WHAT IS BEING ASKED:
Images in the records should be skipped while the rest is transcribed verbatim.
━━━━━ EXERCISE INPUTS ━━━━━
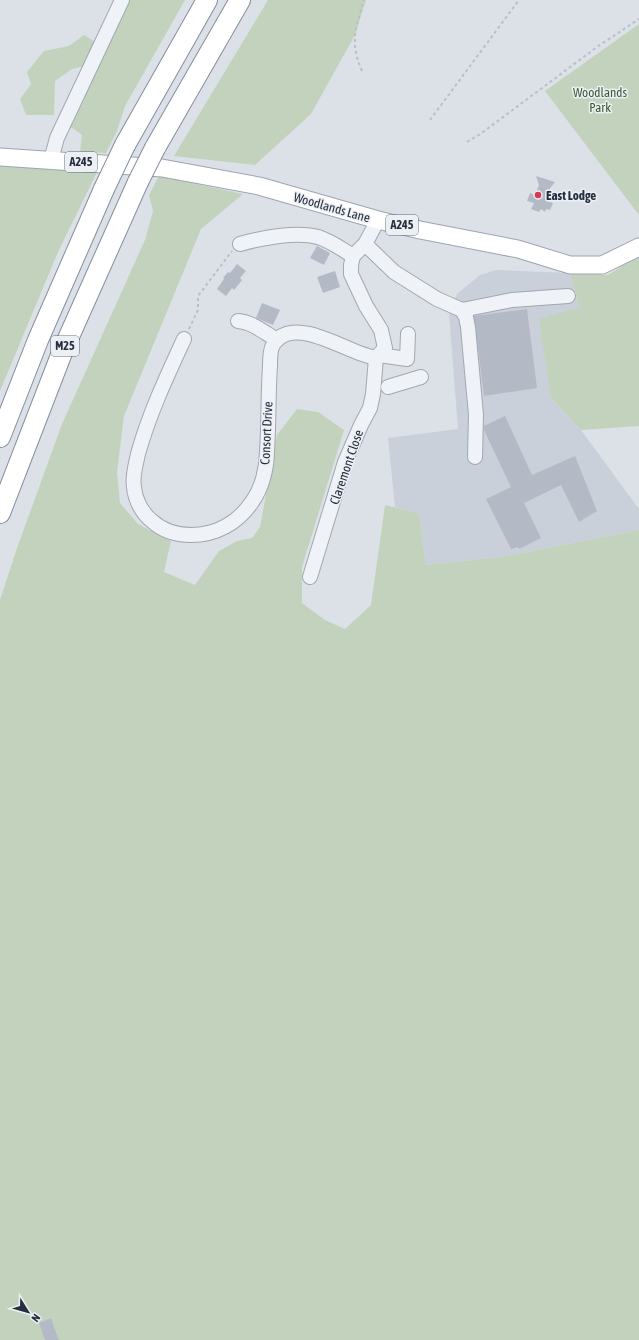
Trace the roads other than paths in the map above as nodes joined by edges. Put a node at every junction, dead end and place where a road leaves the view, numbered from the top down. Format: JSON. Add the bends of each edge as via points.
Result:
{"nodes":[{"id":1,"x":122,"y":0,"type":"edge"},
{"id":2,"x":207,"y":0,"type":"edge"},
{"id":3,"x":240,"y":0,"type":"edge"},
{"id":4,"x":0,"y":157,"type":"edge"},
{"id":5,"x":51,"y":160,"type":"junction"},
{"id":6,"x":378,"y":220,"type":"junction"},
{"id":7,"x":240,"y":244,"type":"road end"},
{"id":8,"x":365,"y":244,"type":"junction"},
{"id":9,"x":639,"y":247,"type":"edge"},
{"id":10,"x":354,"y":256,"type":"junction"},
{"id":11,"x":568,"y":296,"type":"dead end"},
{"id":12,"x":462,"y":310,"type":"junction"},
{"id":13,"x":238,"y":321,"type":"dead end"},
{"id":14,"x":408,"y":334,"type":"dead end"},
{"id":15,"x":184,"y":339,"type":"road end"},
{"id":16,"x":276,"y":340,"type":"junction"},
{"id":17,"x":377,"y":357,"type":"junction"},
{"id":18,"x":407,"y":359,"type":"junction"},
{"id":19,"x":388,"y":386,"type":"dead end"},
{"id":20,"x":0,"y":437,"type":"edge"},
{"id":21,"x":475,"y":457,"type":"dead end"},
{"id":22,"x":0,"y":513,"type":"edge"},
{"id":23,"x":310,"y":577,"type":"dead end"}],
"edges":[{"from":1,"to":5,"type":"street","via":[[57,138]]},
{"from":2,"to":20,"type":"highway","number":"M25","bridge":true,"via":[[125,145],[104,189],[38,340]]},
{"from":3,"to":22,"type":"highway","number":"M25","bridge":true,"via":[[138,182],[63,350]]},
{"from":4,"to":5,"type":"main road","number":"A245"},
{"from":5,"to":6,"type":"main road","name":"Woodlands Lane","number":"A245","via":[[162,168],[259,186]]},
{"from":6,"to":8,"type":"street"},
{"from":6,"to":9,"type":"main road","name":"Woodlands Lane","number":"A245","via":[[518,249],[570,265],[602,265]]},
{"from":7,"to":10,"type":"street","via":[[303,234],[319,238]]},
{"from":8,"to":10,"type":"street"},
{"from":8,"to":12,"type":"street","via":[[394,272],[426,293]]},
{"from":10,"to":17,"type":"street","via":[[351,274],[381,330],[385,348]]},
{"from":11,"to":12,"type":"street","via":[[512,300]]},
{"from":12,"to":21,"type":"street","via":[[468,327],[476,415]]},
{"from":13,"to":16,"type":"street","via":[[253,325]]},
{"from":14,"to":18,"type":"street"},
{"from":15,"to":16,"type":"street","name":"Consort Drive","via":[[141,444],[134,487],[140,507],[147,518],[160,528],[191,535],[205,534],[230,524],[242,515],[260,486],[268,451],[270,357],[272,345]]},
{"from":16,"to":17,"type":"street","via":[[283,335],[295,333],[311,335],[367,356]]},
{"from":17,"to":18,"type":"street"},
{"from":17,"to":23,"type":"street","name":"Claremont Close","via":[[370,408],[345,462]]},
{"from":18,"to":19,"type":"street","via":[[416,382]]}]}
━━━━━
SOLUTION FOR THIS EXERCISE:
Trace the roads other than paths in the map above as nodes joined by edges. Put a node at every junction, dead end and place where a road leaves the view, numbered from the top down. Format: JSON. Add the bends of each edge as via points.
Result:
{"nodes":[{"id":1,"x":122,"y":0,"type":"edge"},
{"id":2,"x":207,"y":0,"type":"edge"},
{"id":3,"x":240,"y":0,"type":"edge"},
{"id":4,"x":0,"y":157,"type":"edge"},
{"id":5,"x":51,"y":160,"type":"junction"},
{"id":6,"x":378,"y":220,"type":"junction"},
{"id":7,"x":240,"y":244,"type":"road end"},
{"id":8,"x":365,"y":244,"type":"junction"},
{"id":9,"x":639,"y":247,"type":"edge"},
{"id":10,"x":354,"y":256,"type":"junction"},
{"id":11,"x":568,"y":296,"type":"dead end"},
{"id":12,"x":462,"y":310,"type":"junction"},
{"id":13,"x":238,"y":321,"type":"dead end"},
{"id":14,"x":408,"y":334,"type":"dead end"},
{"id":15,"x":184,"y":339,"type":"road end"},
{"id":16,"x":276,"y":340,"type":"junction"},
{"id":17,"x":377,"y":357,"type":"junction"},
{"id":18,"x":407,"y":359,"type":"junction"},
{"id":19,"x":388,"y":386,"type":"dead end"},
{"id":20,"x":0,"y":437,"type":"edge"},
{"id":21,"x":475,"y":457,"type":"dead end"},
{"id":22,"x":0,"y":513,"type":"edge"},
{"id":23,"x":310,"y":577,"type":"dead end"}],
"edges":[{"from":1,"to":5,"type":"street","via":[[57,138]]},
{"from":2,"to":20,"type":"highway","number":"M25","bridge":true,"via":[[125,145],[104,189],[38,340]]},
{"from":3,"to":22,"type":"highway","number":"M25","bridge":true,"via":[[138,182],[63,350]]},
{"from":4,"to":5,"type":"main road","number":"A245"},
{"from":5,"to":6,"type":"main road","name":"Woodlands Lane","number":"A245","via":[[162,168],[259,186]]},
{"from":6,"to":8,"type":"street"},
{"from":6,"to":9,"type":"main road","name":"Woodlands Lane","number":"A245","via":[[518,249],[570,265],[602,265]]},
{"from":7,"to":10,"type":"street","via":[[303,234],[319,238]]},
{"from":8,"to":10,"type":"street"},
{"from":8,"to":12,"type":"street","via":[[394,272],[426,293]]},
{"from":10,"to":17,"type":"street","via":[[351,274],[381,330],[385,348]]},
{"from":11,"to":12,"type":"street","via":[[512,300]]},
{"from":12,"to":21,"type":"street","via":[[468,327],[476,415]]},
{"from":13,"to":16,"type":"street","via":[[253,325]]},
{"from":14,"to":18,"type":"street"},
{"from":15,"to":16,"type":"street","name":"Consort Drive","via":[[141,444],[134,487],[140,507],[147,518],[160,528],[191,535],[205,534],[230,524],[242,515],[260,486],[268,451],[270,357],[272,345]]},
{"from":16,"to":17,"type":"street","via":[[283,335],[295,333],[311,335],[367,356]]},
{"from":17,"to":18,"type":"street"},
{"from":17,"to":23,"type":"street","name":"Claremont Close","via":[[370,408],[345,462]]},
{"from":18,"to":19,"type":"street","via":[[416,382]]}]}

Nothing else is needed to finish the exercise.